Universidades e desenvolvimento regional no Paraná

Por Luiz Alexandre Gonçalves Cunha

Os últimos governadores do Paraná puderam dar à sociedade paranaense as boas notícias relacionadas ao crescimento e a melhora do padrão de qualidade das universidades estaduais públicas do estado.  O governador Ratinho Jr poderá vir a ser o portador de notícias ruins sobre estas instituições, porque se iniciou um processo de transição nas universidades, com a intensificação, sem precedentes, das aposentadorias de professores e agentes, como também pelas consequências de um longo processo de congelamento de salários. Centrado apenas na questão dos docentes, a não substituição dos professores efetivos por outros professores que não sejam de carreira afetará os cursos de graduação, pós-graduação e a captação de recursos para investimentos, custeio e recursos humanos. Com isso, os índices de avaliação das universidades tenderão a cair porque o Sistema das Universidades Públicas Estaduais começará a perder sua sustentação.

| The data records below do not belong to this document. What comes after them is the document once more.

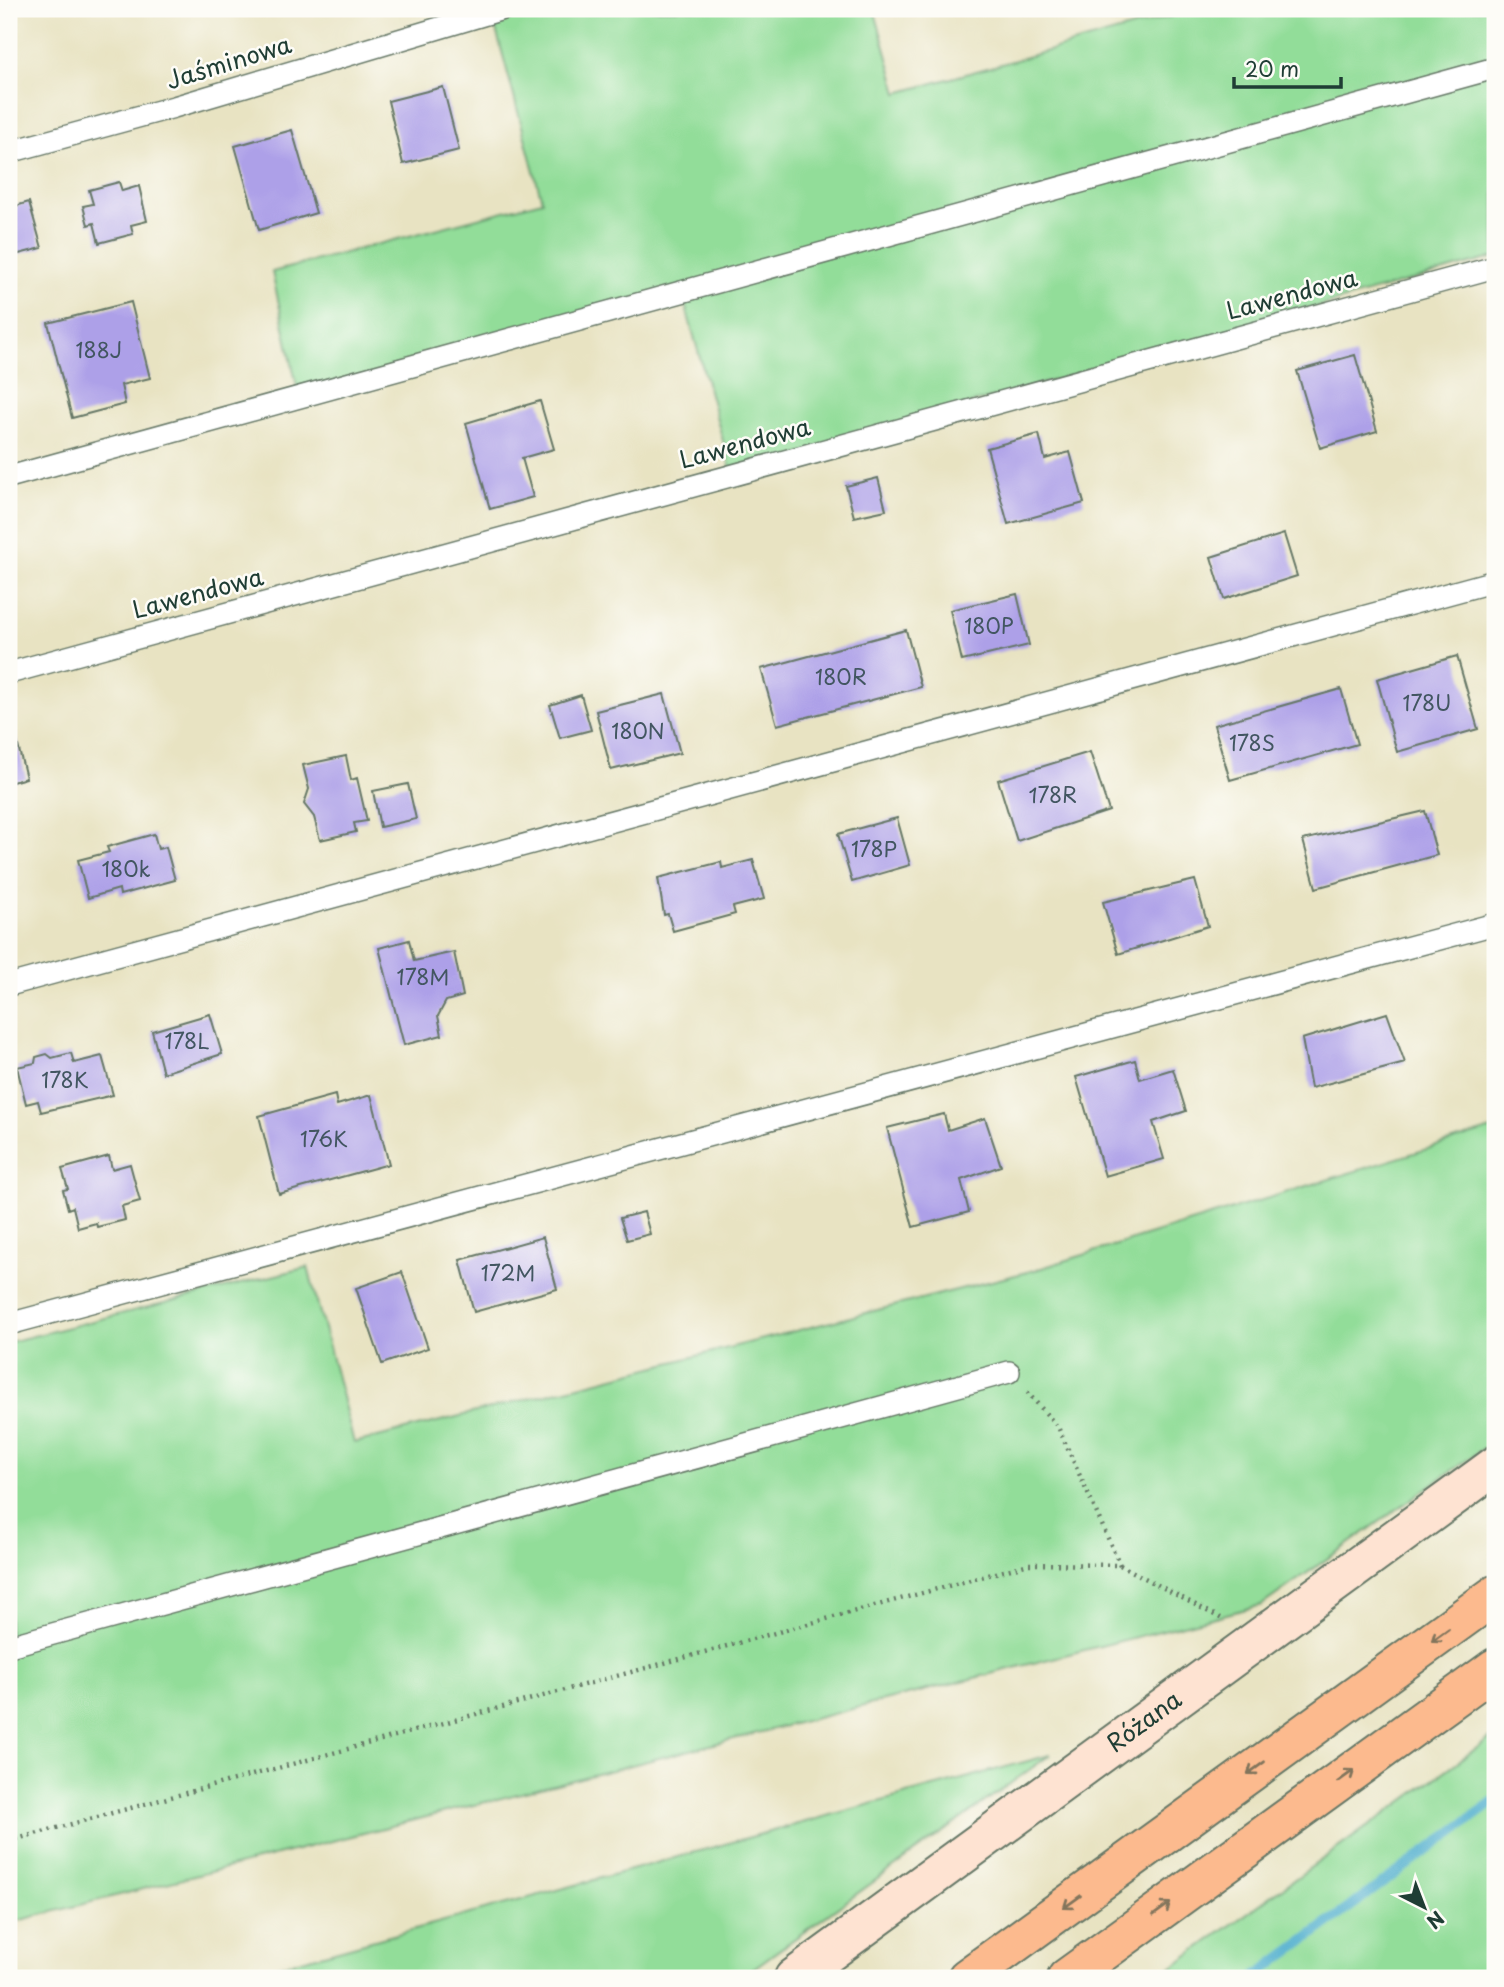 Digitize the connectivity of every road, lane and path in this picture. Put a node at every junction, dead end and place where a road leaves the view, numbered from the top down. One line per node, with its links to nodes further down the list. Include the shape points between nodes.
1 (503, 9): 3 (lane, Jaśminowa)
2 (1495, 68): 5 (lane)
3 (9, 152)
4 (1495, 267): 7 (lane, Lawendowa)
5 (9, 477)
6 (1495, 581): 9 (lane)
7 (9, 673)
8 (1495, 925): 10 (lane)
9 (9, 985)
10 (9, 1324)
11 (1009, 1372): 13 (path, via 1058,1427); 16 (lane)
12 (1495, 1466): 15 (street, Różana)
13 (1120, 1566): 15 (path); 18 (path, via 1029,1564)
14 (1495, 1595): 20 (highway, one-way to 20)
15 (1258, 1638): 19 (street, Różana)
16 (9, 1646)
17 (1495, 1668): 21 (highway, one-way to 17)
18 (9, 1841)
19 (794, 1978)
20 (967, 1978)
21 (1068, 1978)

Os professores colaboradores e temporários, embora bastante competentes, porque, em sua maioria, são professores pós-graduados, não conseguem exercer as mesmas funções dos professores efetivos porque são sobrecarregados de aulas, não têm estabilidade e não são aceitos pelas agências de fomento para coordenarem projetos de pesquisa, extensão e convênios que são utilizados para financiarem equipamentos e recursos humanos. Porquanto, o governador terá que decidir como pretende enfrentar esta transição. A Nova Lei das Universidades, que acabou de ser apresentada, ainda não foi decifrada, mas há nela sinais de contenção significativa do Sistema, em nome da busca de eficiência administrativa, cujos resultados poderão afetar a preservação da qualidade das IES.

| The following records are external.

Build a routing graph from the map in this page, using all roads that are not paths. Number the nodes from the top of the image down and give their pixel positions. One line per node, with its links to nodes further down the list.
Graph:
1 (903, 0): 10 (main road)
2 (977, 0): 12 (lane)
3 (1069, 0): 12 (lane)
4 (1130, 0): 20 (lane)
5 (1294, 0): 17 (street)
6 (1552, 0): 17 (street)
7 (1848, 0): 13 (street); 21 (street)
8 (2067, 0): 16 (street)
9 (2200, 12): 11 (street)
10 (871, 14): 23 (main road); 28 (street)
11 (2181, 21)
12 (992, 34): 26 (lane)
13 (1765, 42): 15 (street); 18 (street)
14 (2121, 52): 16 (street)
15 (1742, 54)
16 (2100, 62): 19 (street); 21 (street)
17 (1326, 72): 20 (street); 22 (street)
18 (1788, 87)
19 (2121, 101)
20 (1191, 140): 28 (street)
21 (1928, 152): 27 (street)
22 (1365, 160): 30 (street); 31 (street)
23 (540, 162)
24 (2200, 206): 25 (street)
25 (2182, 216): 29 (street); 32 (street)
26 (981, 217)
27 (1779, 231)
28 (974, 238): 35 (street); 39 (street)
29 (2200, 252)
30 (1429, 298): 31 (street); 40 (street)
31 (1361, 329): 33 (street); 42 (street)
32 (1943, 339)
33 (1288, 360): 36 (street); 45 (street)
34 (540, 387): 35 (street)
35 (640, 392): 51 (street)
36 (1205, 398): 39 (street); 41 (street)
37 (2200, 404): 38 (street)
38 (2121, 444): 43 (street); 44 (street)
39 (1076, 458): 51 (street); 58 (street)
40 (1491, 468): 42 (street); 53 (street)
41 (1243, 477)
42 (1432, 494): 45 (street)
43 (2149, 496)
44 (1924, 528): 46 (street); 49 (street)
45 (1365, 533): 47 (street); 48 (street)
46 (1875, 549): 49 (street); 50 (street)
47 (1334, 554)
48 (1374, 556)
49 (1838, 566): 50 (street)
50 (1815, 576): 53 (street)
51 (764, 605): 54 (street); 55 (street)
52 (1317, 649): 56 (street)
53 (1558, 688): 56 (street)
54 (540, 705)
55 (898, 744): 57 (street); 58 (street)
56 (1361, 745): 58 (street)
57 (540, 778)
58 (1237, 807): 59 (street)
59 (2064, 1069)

 O atual governo do Paraná tem afirmado que as sete universidades estaduais públicas são importantes agentes de desenvolvimento regional no Paraná.  Com toda razão, porque, pelo menos as cinco maiores universidades, apresentam estruturas e desempenhos que as fazem se destacarem em diversas avaliações nacionais e internacionais elaboradas por diferentes agências. Nas últimas três décadas, essas instituições atingiram um padrão comparável às universidades federais, porque investiram muito na qualificação dos seus professores efetivos, liberando-os para fazerem mestrado, doutorado e pós-doutorado. Além disso, definiram como prioridade nos seus concursos públicos a contratação de professores doutores. Os professores liberados qualificaram-se nas melhores universidades do país e do exterior. Os professores doutores incorporados são oriundos de universidades que, em sua maioria, são centros de excelência. Esses professores altamente qualificados promoveram a criação de cursos de mestrado e doutorado numa proporção admirável. A concentração de professores dedicados não apenas ao ensino, mas também à pesquisa e extensão permitiu a captação de recursos de custeio e investimentos significativos de agências de fomento federais e estaduais. Da mesma forma, foram captados recursos para aplicação em recursos humanos, equipamentos e tudo mais necessário ao funcionamento de universidades completas, com ensino, pesquisa e extensão. Em termos acadêmicos, os investimentos em qualificação de pessoal permitiram ampliação significativa de produção acadêmica de qualidade crescente.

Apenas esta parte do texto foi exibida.